Vennelakanti Vyshnavi, Nazemi Azadeh, Mehmood Rimsha, Steeves Adam H, Kulik Heather J
Department of Chemical Engineering, Massachusetts Institute of Technology, Cambridge, MA 02139, USA; Department of Chemistry, Massachusetts Institute of Technology, Cambridge, MA 02139, USA.
Department of Chemical Engineering, Massachusetts Institute of Technology, Cambridge, MA 02139, USA.
Curr Opin Struct Biol. 2022 Feb;72:9-17. doi: 10.1016/j.sbi.2021.07.004. Epub 2021 Aug 10.

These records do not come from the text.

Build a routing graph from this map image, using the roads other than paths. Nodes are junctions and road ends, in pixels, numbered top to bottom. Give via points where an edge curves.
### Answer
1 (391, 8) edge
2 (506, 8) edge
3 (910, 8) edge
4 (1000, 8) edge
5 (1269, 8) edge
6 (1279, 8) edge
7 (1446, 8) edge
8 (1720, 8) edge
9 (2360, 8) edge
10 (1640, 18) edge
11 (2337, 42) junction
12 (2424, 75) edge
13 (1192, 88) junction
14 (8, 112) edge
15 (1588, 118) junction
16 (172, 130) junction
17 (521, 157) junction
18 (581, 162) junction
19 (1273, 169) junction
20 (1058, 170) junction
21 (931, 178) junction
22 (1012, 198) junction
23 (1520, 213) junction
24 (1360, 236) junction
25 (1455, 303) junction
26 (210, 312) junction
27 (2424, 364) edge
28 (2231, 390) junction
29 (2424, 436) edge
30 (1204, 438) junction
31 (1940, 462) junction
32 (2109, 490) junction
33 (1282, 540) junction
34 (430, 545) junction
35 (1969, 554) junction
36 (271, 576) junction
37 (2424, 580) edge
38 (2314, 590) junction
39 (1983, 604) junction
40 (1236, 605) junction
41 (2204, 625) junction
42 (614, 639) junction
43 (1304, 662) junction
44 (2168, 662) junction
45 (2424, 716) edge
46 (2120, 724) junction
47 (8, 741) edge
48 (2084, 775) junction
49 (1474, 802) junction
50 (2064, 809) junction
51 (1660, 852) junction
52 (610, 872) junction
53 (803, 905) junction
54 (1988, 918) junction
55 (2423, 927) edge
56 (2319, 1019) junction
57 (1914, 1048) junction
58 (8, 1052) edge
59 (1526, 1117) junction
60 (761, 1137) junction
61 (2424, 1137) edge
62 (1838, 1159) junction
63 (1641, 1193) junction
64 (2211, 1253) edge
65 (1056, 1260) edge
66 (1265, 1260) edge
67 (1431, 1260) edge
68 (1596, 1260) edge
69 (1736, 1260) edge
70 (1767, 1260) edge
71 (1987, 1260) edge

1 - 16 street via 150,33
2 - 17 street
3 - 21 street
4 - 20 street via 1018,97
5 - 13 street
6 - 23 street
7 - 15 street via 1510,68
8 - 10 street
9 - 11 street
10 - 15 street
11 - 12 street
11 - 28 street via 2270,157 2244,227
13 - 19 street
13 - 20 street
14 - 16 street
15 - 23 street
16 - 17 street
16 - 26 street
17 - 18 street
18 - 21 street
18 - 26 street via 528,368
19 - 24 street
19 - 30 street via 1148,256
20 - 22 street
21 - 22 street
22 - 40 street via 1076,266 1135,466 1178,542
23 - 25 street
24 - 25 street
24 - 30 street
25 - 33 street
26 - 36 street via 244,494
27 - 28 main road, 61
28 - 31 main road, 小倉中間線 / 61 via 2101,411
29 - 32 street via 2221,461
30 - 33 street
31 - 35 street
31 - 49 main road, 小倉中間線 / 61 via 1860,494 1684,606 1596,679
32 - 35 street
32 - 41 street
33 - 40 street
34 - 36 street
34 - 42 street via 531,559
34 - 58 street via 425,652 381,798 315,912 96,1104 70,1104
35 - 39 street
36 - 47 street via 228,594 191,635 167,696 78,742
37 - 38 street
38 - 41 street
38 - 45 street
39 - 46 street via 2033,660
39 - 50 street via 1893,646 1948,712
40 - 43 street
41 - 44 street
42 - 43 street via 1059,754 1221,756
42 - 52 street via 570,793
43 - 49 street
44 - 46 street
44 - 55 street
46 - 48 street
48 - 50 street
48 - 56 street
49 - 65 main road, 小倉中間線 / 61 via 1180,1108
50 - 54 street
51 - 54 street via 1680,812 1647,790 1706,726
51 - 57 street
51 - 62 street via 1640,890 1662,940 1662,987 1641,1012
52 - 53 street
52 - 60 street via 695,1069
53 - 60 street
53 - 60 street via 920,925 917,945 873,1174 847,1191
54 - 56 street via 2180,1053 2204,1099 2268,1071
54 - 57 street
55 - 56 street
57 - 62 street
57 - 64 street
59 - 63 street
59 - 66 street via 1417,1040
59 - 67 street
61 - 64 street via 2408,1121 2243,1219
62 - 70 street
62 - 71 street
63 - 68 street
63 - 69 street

Computational prediction of enzyme mechanism and protein function requires accurate physics-based models and suitable sampling. We discuss recent advances in large-scale quantum mechanical (QM) modeling of biochemical systems that have reduced the cost of high-accuracy models. Tradeoffs between sampling and accuracy have motivated modeling with molecular mechanics (MM) in a multiscale QM/MM or iterative approach. Limitations to both conventional density-functional theory and classical MM force fields remain for describing noncovalent interactions in comparison to experiment or wavefunction theory. Because predictions of enzyme action (i.e. electrostatics), free energy barriers, and mechanisms are sensitive to the protocol and embedding method in QM/MM, convergence tests and systematic methods for quantifying QM-level interactions are a needed, active area of development.
酶机制和蛋白质功能的计算预测需要精确的基于物理的模型和合适的采样方法。我们讨论了生化系统大规模量子力学(QM)建模的最新进展,这些进展降低了高精度模型的成本。采样与准确性之间的权衡促使人们采用多尺度QM/MM或迭代方法中的分子力学(MM)进行建模。与实验或波函数理论相比,传统密度泛函理论和经典MM力场在描述非共价相互作用方面仍然存在局限性。由于酶作用(即静电作用)、自由能垒和机制的预测对QM/MM中的协议和嵌入方法敏感,因此收敛测试和量化QM水平相互作用的系统方法是一个需要积极发展的领域。